Patrick Dubuque and Craig Goldstein described Tauchman in a post for Baseball Prospectus.
"“…he’s the present day’s purest form of a 1980s fourth outfielder...good plate discipline…cover all three outfield spots, and barely enough power to get it over the outfielder’s heads. He’d have batted leadoff for the 2024 Kansas City Royals…”"Patrick Dubuque and Craig Goldstein
When he signs, Tauchman will be under team control via arbitration, so it wouldn’t be a surprise if a team offered him a two-year deal to buy out that option.
Why the Braves want a lefty when two of the three preferred starting outfielders are lefties, and Ronald Acuña Jr. isn’t going to play every day escapes me. I suspect they’d be happy with a righty who isn’t a platoon player, and since these are my choices, I’ll add one of those too.
A Righty Option
Randal Grichuk was the Angels’ first-round draft pick in 2009. The Halos traded him to the Cards, where he became an everyday player for three seasons. He followed that with four solid years for Toronto before becoming a part-time player with the Rockies, Angels, and Diamondbacks.
He hits righties and lefties at roughly the same clip and was a key player in Arizona’s 2024 title chase, batting .291/.348/.528/.875 and hitting a dozen homers in 279 PA. Based on those numbers and his ability to play a corner outfield slot every day if needed,
He turned down his $6 million option with Arizona in search of a multi-year deal. Grichuk is a year younger and has more power than Tauchman, and his work on a pennant-chasing team will likely get him a longer contract.
He’s a Hoby, Not a Hobby
Sometimes teams do things that make me wonder what they were thinking. The perennially cash-strapped Brewers non-tendered a reliever who faced 891 batters over 211+ innings in the last three seasons pitched to a:
- 3.44 ERA,
- 3.14 FIP,
- 3.19 SIERA, and
- 1.11 WHIP,
- Posted a 24.4% K-rate,
- 5.1% BB-rate, and
- Allowed 0.74 homers per 9 IP.
My best guess is that they didn’t want to give 34-year-old lefty Hoby Milner the huge arbitration raise of (checks notes) $700K he earned. Okay, I guess. It’s true that Milner’s velocity isn’t amazing, but batters have only barreled 22 balls (4%) in the last three years, and when they hit the ball hard, it’s on the ground.

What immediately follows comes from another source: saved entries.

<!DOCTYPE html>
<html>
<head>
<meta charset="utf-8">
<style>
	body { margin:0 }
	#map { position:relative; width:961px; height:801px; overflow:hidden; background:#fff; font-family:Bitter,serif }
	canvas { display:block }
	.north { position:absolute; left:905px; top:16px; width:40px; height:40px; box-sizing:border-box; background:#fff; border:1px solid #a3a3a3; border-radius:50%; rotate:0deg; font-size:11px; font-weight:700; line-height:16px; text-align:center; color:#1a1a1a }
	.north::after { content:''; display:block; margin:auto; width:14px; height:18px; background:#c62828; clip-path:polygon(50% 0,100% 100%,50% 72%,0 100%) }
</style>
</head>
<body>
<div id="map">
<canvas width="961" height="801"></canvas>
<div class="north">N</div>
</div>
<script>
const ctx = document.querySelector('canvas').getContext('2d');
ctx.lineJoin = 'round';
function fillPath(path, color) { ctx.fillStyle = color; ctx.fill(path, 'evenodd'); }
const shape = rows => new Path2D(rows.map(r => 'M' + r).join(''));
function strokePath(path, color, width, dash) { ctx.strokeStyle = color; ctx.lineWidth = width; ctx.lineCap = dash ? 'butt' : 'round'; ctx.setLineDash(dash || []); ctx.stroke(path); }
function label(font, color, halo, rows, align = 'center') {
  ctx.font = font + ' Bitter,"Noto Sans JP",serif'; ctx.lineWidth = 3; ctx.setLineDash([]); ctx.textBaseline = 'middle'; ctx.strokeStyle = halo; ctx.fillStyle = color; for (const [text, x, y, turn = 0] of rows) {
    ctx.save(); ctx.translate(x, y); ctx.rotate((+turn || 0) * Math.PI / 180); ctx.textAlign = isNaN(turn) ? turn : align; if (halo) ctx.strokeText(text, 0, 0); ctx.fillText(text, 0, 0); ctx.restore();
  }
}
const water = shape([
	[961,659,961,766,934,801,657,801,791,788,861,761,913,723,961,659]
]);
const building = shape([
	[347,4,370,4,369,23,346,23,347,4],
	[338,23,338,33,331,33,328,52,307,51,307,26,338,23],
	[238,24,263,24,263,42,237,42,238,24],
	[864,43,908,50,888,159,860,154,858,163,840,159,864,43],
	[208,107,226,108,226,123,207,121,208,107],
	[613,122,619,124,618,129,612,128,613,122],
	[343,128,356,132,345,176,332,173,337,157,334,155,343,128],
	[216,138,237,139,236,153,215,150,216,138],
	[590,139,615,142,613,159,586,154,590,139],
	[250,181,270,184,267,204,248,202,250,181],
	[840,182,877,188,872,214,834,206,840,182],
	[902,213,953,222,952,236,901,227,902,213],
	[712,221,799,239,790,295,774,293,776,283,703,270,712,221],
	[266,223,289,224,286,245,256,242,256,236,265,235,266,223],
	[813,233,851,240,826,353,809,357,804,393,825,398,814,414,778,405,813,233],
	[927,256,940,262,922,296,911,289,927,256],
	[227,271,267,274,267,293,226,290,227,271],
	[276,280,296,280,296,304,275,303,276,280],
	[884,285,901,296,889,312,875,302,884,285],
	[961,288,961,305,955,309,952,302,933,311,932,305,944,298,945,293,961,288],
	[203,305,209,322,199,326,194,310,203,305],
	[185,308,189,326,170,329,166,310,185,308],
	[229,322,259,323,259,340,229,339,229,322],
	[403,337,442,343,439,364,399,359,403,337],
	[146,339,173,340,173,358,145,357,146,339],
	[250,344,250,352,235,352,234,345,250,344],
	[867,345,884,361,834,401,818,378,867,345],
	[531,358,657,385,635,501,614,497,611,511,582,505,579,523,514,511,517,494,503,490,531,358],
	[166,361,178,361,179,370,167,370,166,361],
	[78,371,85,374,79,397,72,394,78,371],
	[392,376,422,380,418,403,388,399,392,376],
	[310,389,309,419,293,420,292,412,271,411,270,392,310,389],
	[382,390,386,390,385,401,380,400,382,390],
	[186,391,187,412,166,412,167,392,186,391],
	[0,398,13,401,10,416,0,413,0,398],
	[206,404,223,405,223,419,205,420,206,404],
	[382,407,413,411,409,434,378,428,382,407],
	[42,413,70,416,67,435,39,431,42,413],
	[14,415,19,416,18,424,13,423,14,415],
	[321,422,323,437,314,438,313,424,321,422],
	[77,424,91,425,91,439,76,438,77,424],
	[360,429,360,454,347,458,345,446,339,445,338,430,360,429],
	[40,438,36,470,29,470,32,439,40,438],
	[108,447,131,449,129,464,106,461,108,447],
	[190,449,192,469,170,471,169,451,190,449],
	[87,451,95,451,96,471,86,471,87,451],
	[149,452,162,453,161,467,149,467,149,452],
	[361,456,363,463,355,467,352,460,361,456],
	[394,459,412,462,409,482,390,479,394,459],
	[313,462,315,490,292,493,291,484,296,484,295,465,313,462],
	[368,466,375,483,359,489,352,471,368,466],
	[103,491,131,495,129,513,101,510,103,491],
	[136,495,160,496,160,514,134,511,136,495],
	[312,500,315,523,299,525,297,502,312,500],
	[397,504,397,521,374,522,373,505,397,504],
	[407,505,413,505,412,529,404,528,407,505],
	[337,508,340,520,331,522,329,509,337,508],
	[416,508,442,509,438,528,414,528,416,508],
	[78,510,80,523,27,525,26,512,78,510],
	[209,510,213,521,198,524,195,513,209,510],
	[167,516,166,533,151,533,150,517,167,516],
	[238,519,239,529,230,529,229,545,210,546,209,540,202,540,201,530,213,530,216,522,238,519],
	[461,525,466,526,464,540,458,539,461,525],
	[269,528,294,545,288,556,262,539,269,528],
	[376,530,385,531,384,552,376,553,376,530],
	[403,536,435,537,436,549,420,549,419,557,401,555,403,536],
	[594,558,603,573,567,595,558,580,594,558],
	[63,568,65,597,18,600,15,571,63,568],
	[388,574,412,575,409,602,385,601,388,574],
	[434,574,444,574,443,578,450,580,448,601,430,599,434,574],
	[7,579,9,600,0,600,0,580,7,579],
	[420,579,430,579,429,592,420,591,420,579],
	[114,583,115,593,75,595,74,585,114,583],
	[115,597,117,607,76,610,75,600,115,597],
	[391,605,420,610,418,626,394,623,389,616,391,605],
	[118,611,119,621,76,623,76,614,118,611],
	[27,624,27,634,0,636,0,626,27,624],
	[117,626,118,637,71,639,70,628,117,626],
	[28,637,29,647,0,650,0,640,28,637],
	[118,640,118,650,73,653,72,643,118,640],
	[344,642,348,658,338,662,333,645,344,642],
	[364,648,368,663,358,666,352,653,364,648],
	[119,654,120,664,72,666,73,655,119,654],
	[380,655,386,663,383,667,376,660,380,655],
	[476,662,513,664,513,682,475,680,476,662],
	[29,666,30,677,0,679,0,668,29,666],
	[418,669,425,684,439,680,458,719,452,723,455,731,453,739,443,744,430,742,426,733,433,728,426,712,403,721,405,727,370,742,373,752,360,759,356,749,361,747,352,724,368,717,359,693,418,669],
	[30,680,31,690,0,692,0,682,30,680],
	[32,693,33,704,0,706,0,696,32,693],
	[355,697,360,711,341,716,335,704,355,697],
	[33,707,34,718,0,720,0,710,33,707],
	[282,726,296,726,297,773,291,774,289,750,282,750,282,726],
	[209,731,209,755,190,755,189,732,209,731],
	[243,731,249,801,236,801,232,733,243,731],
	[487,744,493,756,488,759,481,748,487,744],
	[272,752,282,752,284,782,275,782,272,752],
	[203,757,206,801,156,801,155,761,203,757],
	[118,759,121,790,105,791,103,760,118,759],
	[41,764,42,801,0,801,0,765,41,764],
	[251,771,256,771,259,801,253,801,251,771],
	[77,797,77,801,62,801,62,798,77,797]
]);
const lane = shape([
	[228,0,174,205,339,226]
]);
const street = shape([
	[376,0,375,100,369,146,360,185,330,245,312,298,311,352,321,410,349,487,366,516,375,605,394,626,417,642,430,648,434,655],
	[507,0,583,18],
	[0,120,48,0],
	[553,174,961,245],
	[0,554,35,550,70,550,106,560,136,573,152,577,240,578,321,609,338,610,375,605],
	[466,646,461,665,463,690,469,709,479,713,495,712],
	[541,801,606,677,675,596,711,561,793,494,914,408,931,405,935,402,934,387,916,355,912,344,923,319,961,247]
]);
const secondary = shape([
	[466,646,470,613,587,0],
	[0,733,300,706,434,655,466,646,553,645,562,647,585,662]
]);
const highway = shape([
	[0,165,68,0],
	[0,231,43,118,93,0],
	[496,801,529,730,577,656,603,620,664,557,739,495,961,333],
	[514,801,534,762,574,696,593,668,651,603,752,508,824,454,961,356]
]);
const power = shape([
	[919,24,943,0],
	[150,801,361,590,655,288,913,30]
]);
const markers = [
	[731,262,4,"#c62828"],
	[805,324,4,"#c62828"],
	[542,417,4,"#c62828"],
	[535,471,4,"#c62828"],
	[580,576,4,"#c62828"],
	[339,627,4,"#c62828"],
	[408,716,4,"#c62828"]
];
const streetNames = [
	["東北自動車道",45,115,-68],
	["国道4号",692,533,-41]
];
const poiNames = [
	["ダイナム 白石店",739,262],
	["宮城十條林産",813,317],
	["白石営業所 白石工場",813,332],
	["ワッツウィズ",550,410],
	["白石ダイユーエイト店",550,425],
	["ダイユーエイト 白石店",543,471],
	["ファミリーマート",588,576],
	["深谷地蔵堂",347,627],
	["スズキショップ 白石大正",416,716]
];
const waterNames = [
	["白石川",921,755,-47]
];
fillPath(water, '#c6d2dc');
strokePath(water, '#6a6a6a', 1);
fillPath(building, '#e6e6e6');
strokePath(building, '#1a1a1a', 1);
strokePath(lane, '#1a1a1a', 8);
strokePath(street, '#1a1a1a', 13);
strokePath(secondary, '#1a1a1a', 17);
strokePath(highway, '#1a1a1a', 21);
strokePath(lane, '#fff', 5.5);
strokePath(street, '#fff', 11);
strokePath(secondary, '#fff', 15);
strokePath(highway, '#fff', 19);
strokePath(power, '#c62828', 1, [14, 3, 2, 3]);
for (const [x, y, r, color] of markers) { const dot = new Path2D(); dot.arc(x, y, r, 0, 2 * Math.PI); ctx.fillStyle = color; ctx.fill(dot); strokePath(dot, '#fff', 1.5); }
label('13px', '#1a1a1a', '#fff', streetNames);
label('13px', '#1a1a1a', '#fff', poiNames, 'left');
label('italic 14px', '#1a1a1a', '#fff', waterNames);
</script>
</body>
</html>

Milner’s Baseball Savant page shows his success in bold red bars. The Braves’ bullpen lost Jesse Chavez and Joe Jimenez, and the Roster Resource depth chart shows Angel Perdomo, who hasn’t pitched since 2023, Allan Winans, and Dylan Dodd as the support pieces for Raisel Iglesias et al.
Give me Milner, please…now.
That’s a Wrap
I expect Grichuk to get more money and years than Tauchman, but Tauchman is exactly what rumors suggest the Braves are looking for in a fourth outfielder. Giving him two years and $5M seems a good investment.

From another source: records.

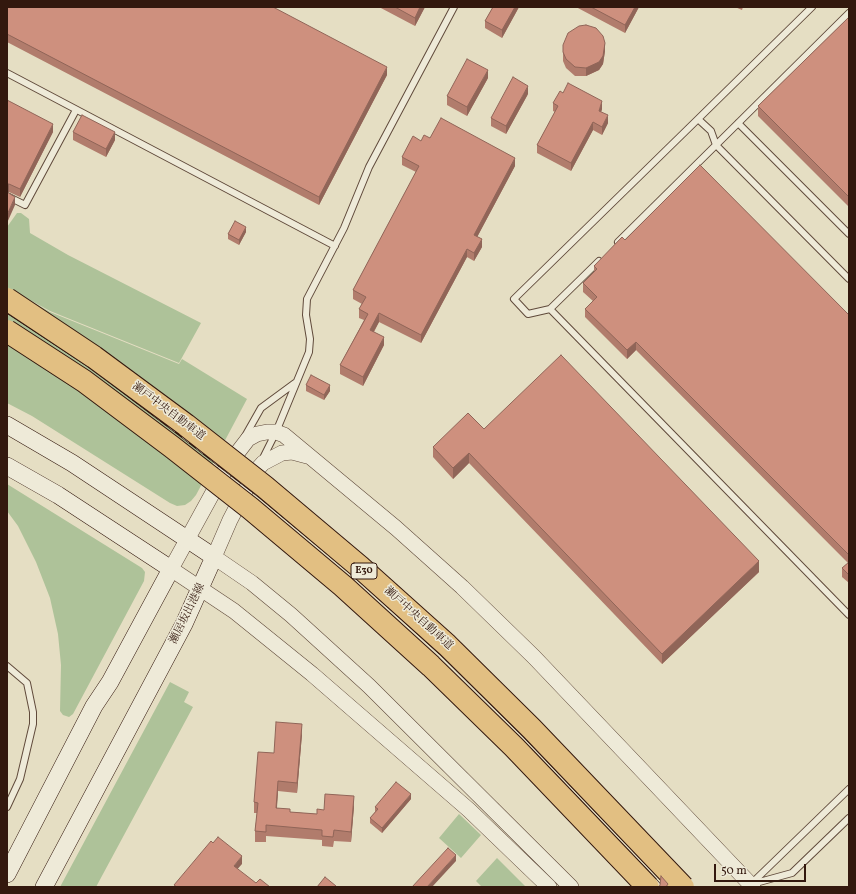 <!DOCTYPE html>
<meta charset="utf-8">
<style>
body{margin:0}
#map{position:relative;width:856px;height:894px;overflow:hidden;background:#e5dec3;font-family:Vollkorn,serif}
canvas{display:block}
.frame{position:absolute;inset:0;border:8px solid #33180e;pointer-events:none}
.scale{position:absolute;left:714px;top:864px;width:92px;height:18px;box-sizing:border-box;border:2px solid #33180e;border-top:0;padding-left:5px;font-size:12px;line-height:14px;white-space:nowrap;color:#33180e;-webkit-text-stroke:3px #eeead8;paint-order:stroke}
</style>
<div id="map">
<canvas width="856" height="894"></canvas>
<div class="frame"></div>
<div class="scale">50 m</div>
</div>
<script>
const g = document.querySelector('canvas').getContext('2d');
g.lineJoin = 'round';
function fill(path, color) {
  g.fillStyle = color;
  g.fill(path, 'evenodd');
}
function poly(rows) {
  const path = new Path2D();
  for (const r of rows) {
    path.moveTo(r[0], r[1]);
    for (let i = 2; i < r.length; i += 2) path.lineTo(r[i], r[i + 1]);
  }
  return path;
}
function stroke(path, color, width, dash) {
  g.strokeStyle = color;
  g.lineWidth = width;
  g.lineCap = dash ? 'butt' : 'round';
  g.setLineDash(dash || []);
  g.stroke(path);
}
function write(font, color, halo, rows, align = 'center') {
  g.font = font + ' Vollkorn,"Noto Serif JP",serif';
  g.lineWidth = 3;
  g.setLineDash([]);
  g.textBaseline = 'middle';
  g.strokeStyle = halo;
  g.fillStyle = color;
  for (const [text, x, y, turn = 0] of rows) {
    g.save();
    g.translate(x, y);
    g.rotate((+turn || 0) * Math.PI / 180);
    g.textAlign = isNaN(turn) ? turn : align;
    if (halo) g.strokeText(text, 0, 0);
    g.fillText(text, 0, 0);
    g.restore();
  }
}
fill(poly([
 [17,213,21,213,29,219,30,233,68,255,201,323,179,363,50,311,8,288,7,227],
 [7,287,50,312,179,364,182,359,247,399,196,495,191,501,185,505,177,506,170,503,32,416,7,403],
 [7,484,142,568,145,572,144,581,73,714,69,717,63,715,60,711,61,665,58,634,50,598,36,562,18,526,7,511],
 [170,682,189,692,184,702,193,707,96,887,60,887],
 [459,814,481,835,461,858,439,838],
 [497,858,526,887,482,887,476,881]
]), '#aec299');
const service = poly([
 [7,73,335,246],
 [698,119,812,7],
 [738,123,849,234],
 [7,196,25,205,76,110],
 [618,242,716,145,849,279],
 [599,261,550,309,849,615],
 [550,309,528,314,514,299,698,119,711,131,716,145,849,13],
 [244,438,261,408,295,383],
 [262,460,276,432,309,352,310,339,306,315,307,299,344,228,369,167,454,7],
 [7,666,27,683,33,712,33,724,20,779,7,807],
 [751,884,849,789],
 [752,884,792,873,849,818]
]);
const tertiary = poly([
 [307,456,292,452,282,453,263,463,255,472,230,520,214,557,252,583,291,615,369,686,571,887],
 [549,887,469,810,312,674,234,611,171,569,228,465,248,439,257,434,267,432,276,432,284,435,396,528,462,587,534,657,753,887]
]);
const secondary = poly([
 [7,425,72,463,214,557,184,624,44,887],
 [7,466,58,495,171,569,110,682,94,706,7,874]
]);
stroke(service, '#604a3b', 8);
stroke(tertiary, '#604a3b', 16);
stroke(secondary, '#33180e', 18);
stroke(service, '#eeead8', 6);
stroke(tertiary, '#eeead8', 15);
stroke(secondary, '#eeead8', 17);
const rail = poly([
 [7,311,92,367,180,434,260,496,353,573,441,653,525,736,670,887],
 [530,750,661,887]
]);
stroke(rail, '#33180e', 4.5);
stroke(rail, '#eeead8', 3, [9]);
const motorwayBridge = poly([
 [7,299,94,357,186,425,265,487,360,567,447,645,532,729,683,887],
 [7,331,84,381,172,447,250,508,343,586,431,666,514,747,648,887]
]);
stroke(motorwayBridge, '#33180e', 24, []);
stroke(motorwayBridge, '#e2bf82', 22);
fill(poly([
 [7,7,387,75,319,205,7,42],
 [379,7,425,7,415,26],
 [493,7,519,7,502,38,485,28,485,21],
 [576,7,639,7,625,33],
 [735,7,743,7,742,10],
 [849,17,849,207,758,116,758,106],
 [563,45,605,51,603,64,599,70,586,76,575,76,566,68,563,61],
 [488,78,467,116,447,105,447,96],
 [528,94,506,134,491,126,491,118],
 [7,100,53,132,20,197,9,192],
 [553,103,602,109,601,112,608,123,602,135,593,130,571,171,537,153,537,145,555,112,553,111],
 [73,132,115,140,106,157,73,140],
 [430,138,515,166,477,237,482,247,474,261,467,257,421,343,379,322,374,332,384,345,363,386,340,374,340,365,364,320,359,318,359,309,362,304,353,299,353,290,416,172,402,165,402,157,421,141],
 [246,232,239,245,228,239,228,234],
 [625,240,849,315,849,583,842,577,842,568,848,563,636,350,627,359,585,317,585,309,593,301,583,292,583,283,594,273,594,266],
 [306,385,330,391,324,400,306,391],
 [484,429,759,572,662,664,469,463,453,479,433,457,433,447],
 [302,734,297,793,278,791,277,808,290,812,317,814,324,810,354,806,351,842,334,841,333,847,322,846,322,840,266,836,266,842,255,842,255,831,257,813,254,813,254,802,274,753],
 [411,799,382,833,370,823,370,818,375,812,375,807]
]), '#b17c6c');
fill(poly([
 [420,7,425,7,415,26,415,18],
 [515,7,519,7,502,38,502,30],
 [635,7,639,7,625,33,625,25],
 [605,43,605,51,603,64,599,70,586,76,586,68],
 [387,67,387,75,319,205,319,197],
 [488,70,488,78,467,116,467,107],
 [528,86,528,94,506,134,506,126],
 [602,101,602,109,599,119,599,111],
 [608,115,608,123,602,135,602,127],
 [593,122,593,130,571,171,571,163],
 [53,124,53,132,20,197,20,189],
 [115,132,115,140,106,157,106,149],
 [515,158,515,166,474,243,474,235],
 [7,184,9,184,9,192,7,192],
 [15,197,15,205,7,223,7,215],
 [246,227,246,232,239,245,239,240],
 [482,239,482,247,474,261,474,253],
 [467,249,467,257,421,343,421,335],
 [379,313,379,322,370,338,370,330],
 [384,337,384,345,363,386,363,377],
 [636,342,636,350,627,359,627,350],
 [330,385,330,391,324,400,324,395],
 [469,453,469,463,453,479,453,468],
 [759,561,759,572,662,664,662,654],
 [302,724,302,734,297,793,297,783],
 [278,781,278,791,276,818,276,808],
 [411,794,411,799,382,833,382,828],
 [354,796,354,806,351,842,351,832],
 [456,855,456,861,432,887,427,887],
 [242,856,242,864,234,873,234,866]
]), '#906558');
const building = poly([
 [7,7,273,7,387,67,319,197,7,34,7,7],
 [395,7,420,7,415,18,395,7],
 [493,7,515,7,502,30,485,21,493,7],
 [591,7,635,7,625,25,591,7],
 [849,17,849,197,758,106,849,17],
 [586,25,596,28,603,36,605,43,603,56,599,62,586,68,575,67,566,59,563,52,563,45,568,33,579,26,586,25],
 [467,59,488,70,467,107,447,96,467,59],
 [513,77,528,86,506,126,491,118,513,77],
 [568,83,602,101,599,111,608,115,602,127,593,122,571,163,537,145,558,106,553,103,560,91,563,93,568,83],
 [7,100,53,124,20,189,9,184,7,184,7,100],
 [82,115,115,132,106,149,73,132,82,115],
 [441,118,515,158,474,235,482,239,474,253,467,249,421,335,379,313,370,330,384,337,363,377,340,365,368,314,359,309,366,297,353,290,419,166,402,157,413,136,421,141,424,135,430,138,441,118],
 [700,165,849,315,849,555,636,342,627,350,585,309,597,297,583,283,597,269,594,266,622,237,625,240,700,165],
 [7,192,15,197,7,215,7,192],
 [235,221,246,227,239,240,228,234,235,221],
 [561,355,759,561,662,654,469,453,453,468,433,447,468,413,484,429,561,355],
 [311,375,330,385,324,395,306,385,311,375],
 [849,562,849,575,842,568,849,562],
 [276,722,302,724,297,783,278,781,276,808,290,809,290,812,317,814,317,809,324,810,325,794,354,796,351,832,334,830,333,837,322,836,322,830,266,825,266,832,255,831,258,803,254,802,258,752,274,753,276,722],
 [396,782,411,794,382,828,370,818,378,809,375,807,396,782],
 [218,837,242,856,234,866,256,883,260,879,270,887,177,887,174,885,211,841,213,843,218,837],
 [448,848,456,855,427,887,412,887,448,848],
 [661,876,668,884,666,887,659,887,660,885,661,876],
 [325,877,336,886,335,887,317,887,325,877]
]);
fill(building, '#ce907e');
stroke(building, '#906558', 1);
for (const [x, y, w] of [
 [364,571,26]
]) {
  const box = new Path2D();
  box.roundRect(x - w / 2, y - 8, w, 16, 3);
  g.fillStyle = '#eeead8';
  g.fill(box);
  stroke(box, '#33180e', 1);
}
write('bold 10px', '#33180e', null, [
 ["E30",364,571]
]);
write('11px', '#33180e', '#eeead8', [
 ["瀬戸中央自動車道",168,412,37],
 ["瀬居坂出港線",188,614,-64],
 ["瀬戸中央自動車道",418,619,42]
]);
</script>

Everyone is worried about replacing Arcia, so let me calm your fears; that isn’t happening because there’s not a good option out there. Meanwhile, the Braves need a starter and bullpen help. Adding Milner adds depth to the pen, and the cost of Milner and Tauchman is low enough to give Alex Anthopoulos some payroll room to sign the starter they need.